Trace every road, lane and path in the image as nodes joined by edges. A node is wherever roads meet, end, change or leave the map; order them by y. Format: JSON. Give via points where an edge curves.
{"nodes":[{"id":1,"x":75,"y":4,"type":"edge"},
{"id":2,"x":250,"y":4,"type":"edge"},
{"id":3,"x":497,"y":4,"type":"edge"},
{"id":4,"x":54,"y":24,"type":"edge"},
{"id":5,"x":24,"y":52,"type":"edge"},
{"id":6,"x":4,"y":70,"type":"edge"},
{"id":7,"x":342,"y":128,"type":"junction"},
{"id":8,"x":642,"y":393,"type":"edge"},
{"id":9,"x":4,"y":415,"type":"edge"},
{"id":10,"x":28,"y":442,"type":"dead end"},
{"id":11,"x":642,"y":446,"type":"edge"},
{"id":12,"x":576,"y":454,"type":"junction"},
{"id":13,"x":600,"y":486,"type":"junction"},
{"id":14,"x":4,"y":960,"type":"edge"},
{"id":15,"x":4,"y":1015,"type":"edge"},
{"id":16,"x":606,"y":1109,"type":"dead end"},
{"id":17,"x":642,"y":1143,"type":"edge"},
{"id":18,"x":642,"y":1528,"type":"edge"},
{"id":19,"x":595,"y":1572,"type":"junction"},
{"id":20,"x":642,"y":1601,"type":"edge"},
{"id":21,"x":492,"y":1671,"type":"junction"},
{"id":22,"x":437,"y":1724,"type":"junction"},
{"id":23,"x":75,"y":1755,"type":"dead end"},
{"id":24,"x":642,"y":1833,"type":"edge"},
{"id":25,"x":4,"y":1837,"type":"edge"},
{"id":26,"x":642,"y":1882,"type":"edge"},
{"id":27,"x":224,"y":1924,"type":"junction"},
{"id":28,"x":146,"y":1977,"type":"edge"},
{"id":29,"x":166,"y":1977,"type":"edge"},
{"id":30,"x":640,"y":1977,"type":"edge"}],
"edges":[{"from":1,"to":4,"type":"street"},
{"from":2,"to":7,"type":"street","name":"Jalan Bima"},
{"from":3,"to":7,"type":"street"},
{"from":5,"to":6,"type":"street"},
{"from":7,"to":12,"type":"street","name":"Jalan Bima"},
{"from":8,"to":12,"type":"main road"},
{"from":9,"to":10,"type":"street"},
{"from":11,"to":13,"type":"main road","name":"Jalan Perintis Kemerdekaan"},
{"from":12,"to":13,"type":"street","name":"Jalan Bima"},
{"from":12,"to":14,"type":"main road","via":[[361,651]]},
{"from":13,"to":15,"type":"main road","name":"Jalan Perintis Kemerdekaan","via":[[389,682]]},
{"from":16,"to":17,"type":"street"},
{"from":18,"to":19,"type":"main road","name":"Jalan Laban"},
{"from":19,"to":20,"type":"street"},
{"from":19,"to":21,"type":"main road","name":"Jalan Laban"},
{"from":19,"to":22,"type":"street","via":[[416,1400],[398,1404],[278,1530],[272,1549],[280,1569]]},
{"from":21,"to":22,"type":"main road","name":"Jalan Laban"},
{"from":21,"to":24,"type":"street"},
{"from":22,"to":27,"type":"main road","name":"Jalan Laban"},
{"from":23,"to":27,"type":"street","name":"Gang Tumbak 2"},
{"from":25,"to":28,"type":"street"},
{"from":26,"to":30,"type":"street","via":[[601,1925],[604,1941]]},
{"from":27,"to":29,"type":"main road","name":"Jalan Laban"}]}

------------

PROBLEM TO WORK ON: From the data, list each line in which the string "road" appears.

OUTPUT OF THE TASK:
Trace every road, lane and path in the image as nodes joined by edges. A node is wherever roads meet, end, change or leave the map; order them by y. Format: JSON. Give via points where an edge curves.
{"from":8,"to":12,"type":"main road"},
{"from":11,"to":13,"type":"main road","name":"Jalan Perintis Kemerdekaan"},
{"from":12,"to":14,"type":"main road","via":[[361,651]]},
{"from":13,"to":15,"type":"main road","name":"Jalan Perintis Kemerdekaan","via":[[389,682]]},
{"from":18,"to":19,"type":"main road","name":"Jalan Laban"},
{"from":19,"to":21,"type":"main road","name":"Jalan Laban"},
{"from":21,"to":22,"type":"main road","name":"Jalan Laban"},
{"from":22,"to":27,"type":"main road","name":"Jalan Laban"},
{"from":27,"to":29,"type":"main road","name":"Jalan Laban"}]}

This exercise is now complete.